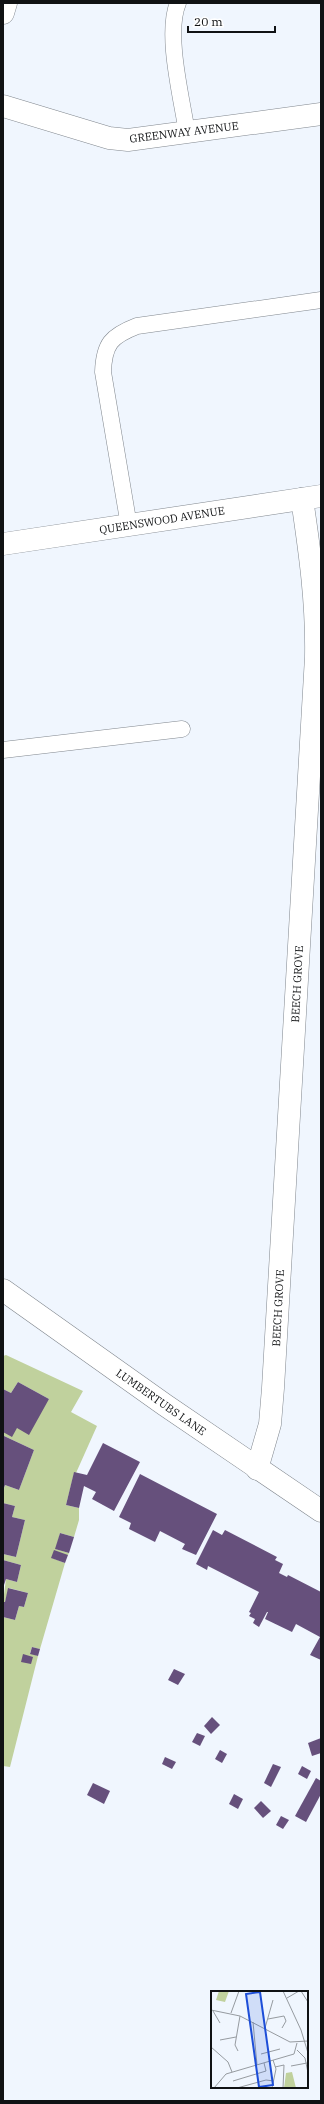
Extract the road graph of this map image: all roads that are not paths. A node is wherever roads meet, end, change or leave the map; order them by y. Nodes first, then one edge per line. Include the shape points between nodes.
1 (6, 3) edge
2 (178, 3) edge
3 (3, 13) edge
4 (3, 106) edge
5 (321, 114) edge
6 (187, 133) junction
7 (321, 300) edge
8 (312, 497) edge
9 (129, 526) junction
10 (3, 544) edge
11 (182, 729) dead end
12 (3, 750) edge
13 (5, 1295) edge
14 (257, 1469) junction
15 (321, 1511) edge

1 - 3 street
2 - 6 lane via 173,27 174,50
4 - 6 street, GREENWAY AVENUE via 109,138 142,140
5 - 6 street, GREENWAY AVENUE
7 - 9 lane via 138,326 120,333 109,342 103,356 103,372
8 - 9 street, QUEENSWOOD AVENUE
8 - 14 street, BEECH GROVE via 316,658 273,1388 270,1424
9 - 10 street, QUEENSWOOD AVENUE
11 - 12 lane
13 - 14 street, LUMBERTUBS LANE
14 - 15 street, LUMBERTUBS LANE

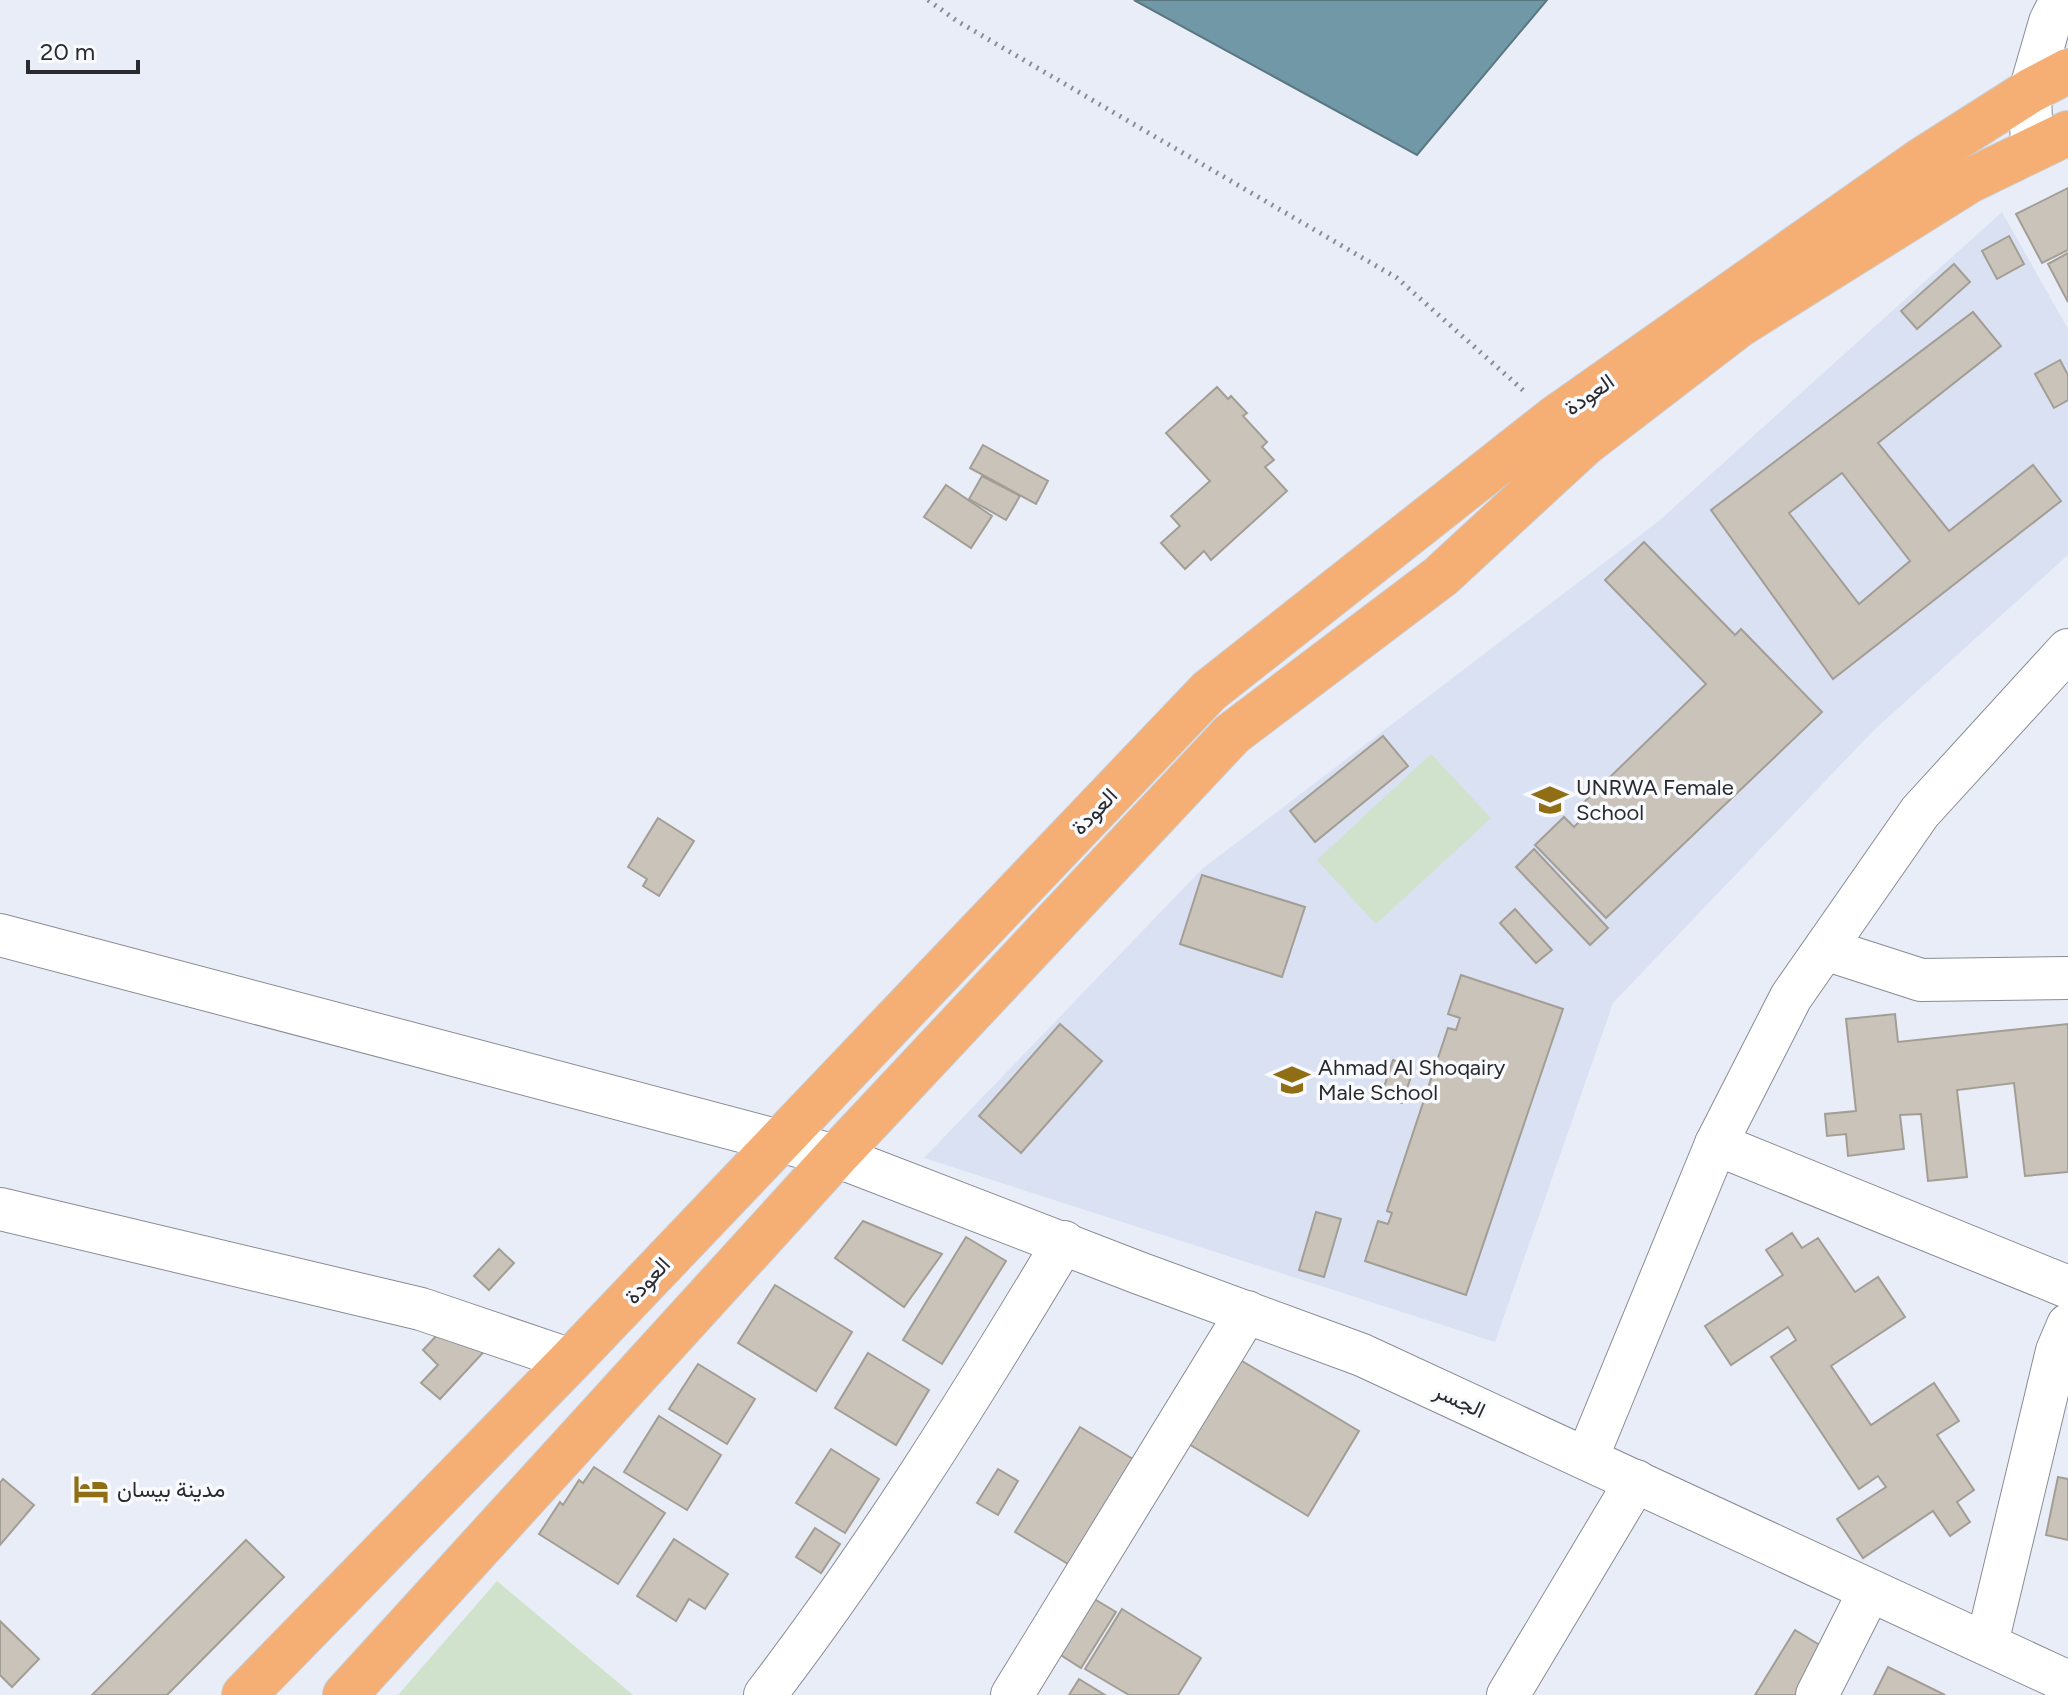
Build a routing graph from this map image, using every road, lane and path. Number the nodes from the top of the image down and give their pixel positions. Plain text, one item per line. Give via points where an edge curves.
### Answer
1 (928, 0) edge
2 (2061, 0) edge
3 (2068, 71) edge
4 (2030, 91) junction
5 (2050, 141) edge
6 (1555, 418) junction
7 (2068, 650) edge
8 (0, 935) edge
9 (1825, 949) junction
10 (2068, 978) edge
11 (777, 1142) junction
12 (1716, 1144) junction
13 (836, 1156) junction
14 (0, 1209) edge
15 (1064, 1242) junction
16 (2068, 1287) edge
17 (1247, 1312) junction
18 (2068, 1325) edge
19 (571, 1360) junction
20 (1587, 1458) junction
21 (1636, 1481) junction
22 (1869, 1592) junction
23 (1987, 1643) junction
24 (2068, 1682) edge
25 (244, 1695) edge
26 (345, 1695) edge
27 (765, 1695) edge
28 (1012, 1695) edge
29 (1508, 1695) edge
30 (1817, 1695) edge

1 - 6 path via 1397,278
2 - 4 street
3 - 4 main road, العودة
4 - 5 street
4 - 6 main road, العودة via 1920,161
5 - 13 main road, العودة via 1969,181 1739,325 1584,444 1441,576 1232,734
6 - 11 main road, العودة via 1209,691
7 - 9 street via 1920,812
8 - 11 street, الجسر
9 - 10 street via 1921,980
9 - 12 street via 1791,997
11 - 13 street, الجسر
11 - 19 main road, العودة
12 - 16 street
12 - 20 street
13 - 15 street, الجسر
13 - 26 main road, العودة
14 - 19 street via 421,1309
15 - 17 street, الجسر
15 - 27 street via 966,1405 818,1626
17 - 20 street, الجسر via 1362,1355
17 - 28 street
18 - 23 street via 2057,1351
19 - 25 main road, العودة
20 - 21 street, الجسر
21 - 22 street, الجسر
21 - 29 street
22 - 23 street, الجسر
22 - 30 street
23 - 24 street, الجسر

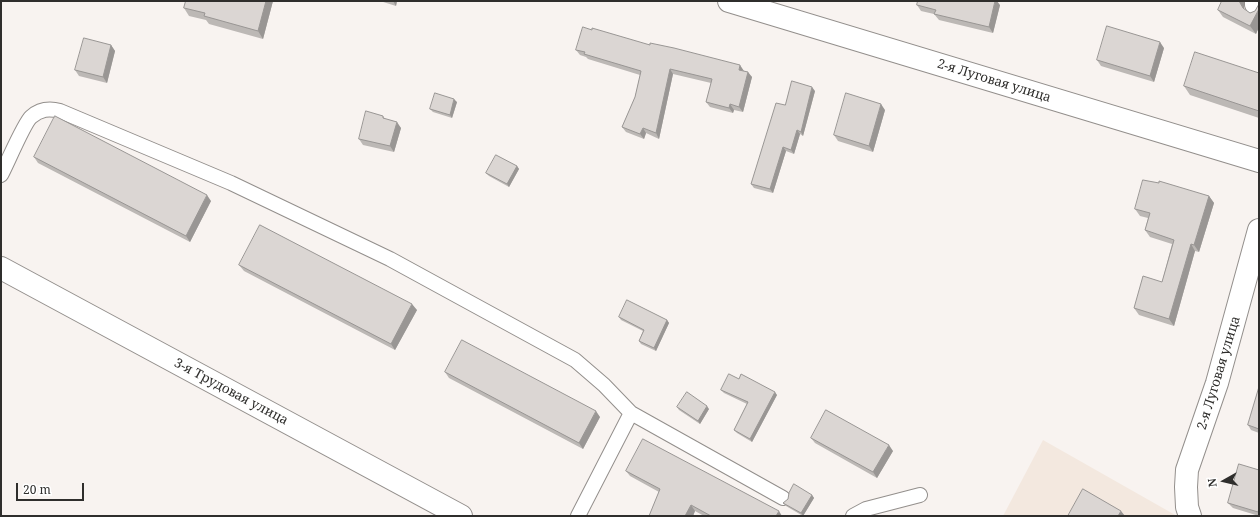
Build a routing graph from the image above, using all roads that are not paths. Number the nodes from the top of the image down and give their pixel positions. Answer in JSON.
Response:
{"nodes":[{"id":1,"x":729,"y":1,"type":"edge"},
{"id":2,"x":1259,"y":161,"type":"edge"},
{"id":3,"x":1,"y":175,"type":"edge"},
{"id":4,"x":1259,"y":230,"type":"edge"},
{"id":5,"x":1,"y":268,"type":"edge"},
{"id":6,"x":631,"y":413,"type":"junction"},
{"id":7,"x":920,"y":495,"type":"dead end"},
{"id":8,"x":783,"y":498,"type":"dead end"},
{"id":9,"x":461,"y":516,"type":"edge"},
{"id":10,"x":578,"y":516,"type":"edge"},
{"id":11,"x":853,"y":516,"type":"edge"},
{"id":12,"x":1190,"y":516,"type":"edge"}],
"edges":[{"from":1,"to":2,"type":"street","name":"2-я Луговая улица"},
{"from":3,"to":6,"type":"lane"},
{"from":4,"to":12,"type":"street","name":"2-я Луговая улица"},
{"from":5,"to":9,"type":"street","name":"3-я Трудовая улица"},
{"from":6,"to":8,"type":"lane"},
{"from":6,"to":10,"type":"lane"},
{"from":7,"to":11,"type":"lane"}]}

**What the task asks:** Please set down each line of the listing above word for word, skipping any pictures.

**Solution to the problem:**
Extract the road graph of this map image: all roads that are not paths. A node is wherever roads meet, end, change or leave the map; order them by y. Nodes first, then one edge per line. Include the shape points between nodes.
1 (6, 3) edge
2 (178, 3) edge
3 (3, 13) edge
4 (3, 106) edge
5 (321, 114) edge
6 (187, 133) junction
7 (321, 300) edge
8 (312, 497) edge
9 (129, 526) junction
10 (3, 544) edge
11 (182, 729) dead end
12 (3, 750) edge
13 (5, 1295) edge
14 (257, 1469) junction
15 (321, 1511) edge

1 - 3 street
2 - 6 lane via 173,27 174,50
4 - 6 street, GREENWAY AVENUE via 109,138 142,140
5 - 6 street, GREENWAY AVENUE
7 - 9 lane via 138,326 120,333 109,342 103,356 103,372
8 - 9 street, QUEENSWOOD AVENUE
8 - 14 street, BEECH GROVE via 316,658 273,1388 270,1424
9 - 10 street, QUEENSWOOD AVENUE
11 - 12 lane
13 - 14 street, LUMBERTUBS LANE
14 - 15 street, LUMBERTUBS LANE

Build a routing graph from this map image, using every road, lane and path. Number the nodes from the top of the image down and give their pixel positions. Plain text, one item per line. Give via points where an edge curves.
### Answer
1 (928, 0) edge
2 (2061, 0) edge
3 (2068, 71) edge
4 (2030, 91) junction
5 (2050, 141) edge
6 (1555, 418) junction
7 (2068, 650) edge
8 (0, 935) edge
9 (1825, 949) junction
10 (2068, 978) edge
11 (777, 1142) junction
12 (1716, 1144) junction
13 (836, 1156) junction
14 (0, 1209) edge
15 (1064, 1242) junction
16 (2068, 1287) edge
17 (1247, 1312) junction
18 (2068, 1325) edge
19 (571, 1360) junction
20 (1587, 1458) junction
21 (1636, 1481) junction
22 (1869, 1592) junction
23 (1987, 1643) junction
24 (2068, 1682) edge
25 (244, 1695) edge
26 (345, 1695) edge
27 (765, 1695) edge
28 (1012, 1695) edge
29 (1508, 1695) edge
30 (1817, 1695) edge

1 - 6 path via 1397,278
2 - 4 street
3 - 4 main road, العودة
4 - 5 street
4 - 6 main road, العودة via 1920,161
5 - 13 main road, العودة via 1969,181 1739,325 1584,444 1441,576 1232,734
6 - 11 main road, العودة via 1209,691
7 - 9 street via 1920,812
8 - 11 street, الجسر
9 - 10 street via 1921,980
9 - 12 street via 1791,997
11 - 13 street, الجسر
11 - 19 main road, العودة
12 - 16 street
12 - 20 street
13 - 15 street, الجسر
13 - 26 main road, العودة
14 - 19 street via 421,1309
15 - 17 street, الجسر
15 - 27 street via 966,1405 818,1626
17 - 20 street, الجسر via 1362,1355
17 - 28 street
18 - 23 street via 2057,1351
19 - 25 main road, العودة
20 - 21 street, الجسر
21 - 22 street, الجسر
21 - 29 street
22 - 23 street, الجسر
22 - 30 street
23 - 24 street, الجسر

Build a routing graph from the image above, using all roads that are not paths. Number the nodes from the top of the image down and give their pixel positions. Answer in JSON.
Response:
{"nodes":[{"id":1,"x":729,"y":1,"type":"edge"},
{"id":2,"x":1259,"y":161,"type":"edge"},
{"id":3,"x":1,"y":175,"type":"edge"},
{"id":4,"x":1259,"y":230,"type":"edge"},
{"id":5,"x":1,"y":268,"type":"edge"},
{"id":6,"x":631,"y":413,"type":"junction"},
{"id":7,"x":920,"y":495,"type":"dead end"},
{"id":8,"x":783,"y":498,"type":"dead end"},
{"id":9,"x":461,"y":516,"type":"edge"},
{"id":10,"x":578,"y":516,"type":"edge"},
{"id":11,"x":853,"y":516,"type":"edge"},
{"id":12,"x":1190,"y":516,"type":"edge"}],
"edges":[{"from":1,"to":2,"type":"street","name":"2-я Луговая улица"},
{"from":3,"to":6,"type":"lane"},
{"from":4,"to":12,"type":"street","name":"2-я Луговая улица"},
{"from":5,"to":9,"type":"street","name":"3-я Трудовая улица"},
{"from":6,"to":8,"type":"lane"},
{"from":6,"to":10,"type":"lane"},
{"from":7,"to":11,"type":"lane"}]}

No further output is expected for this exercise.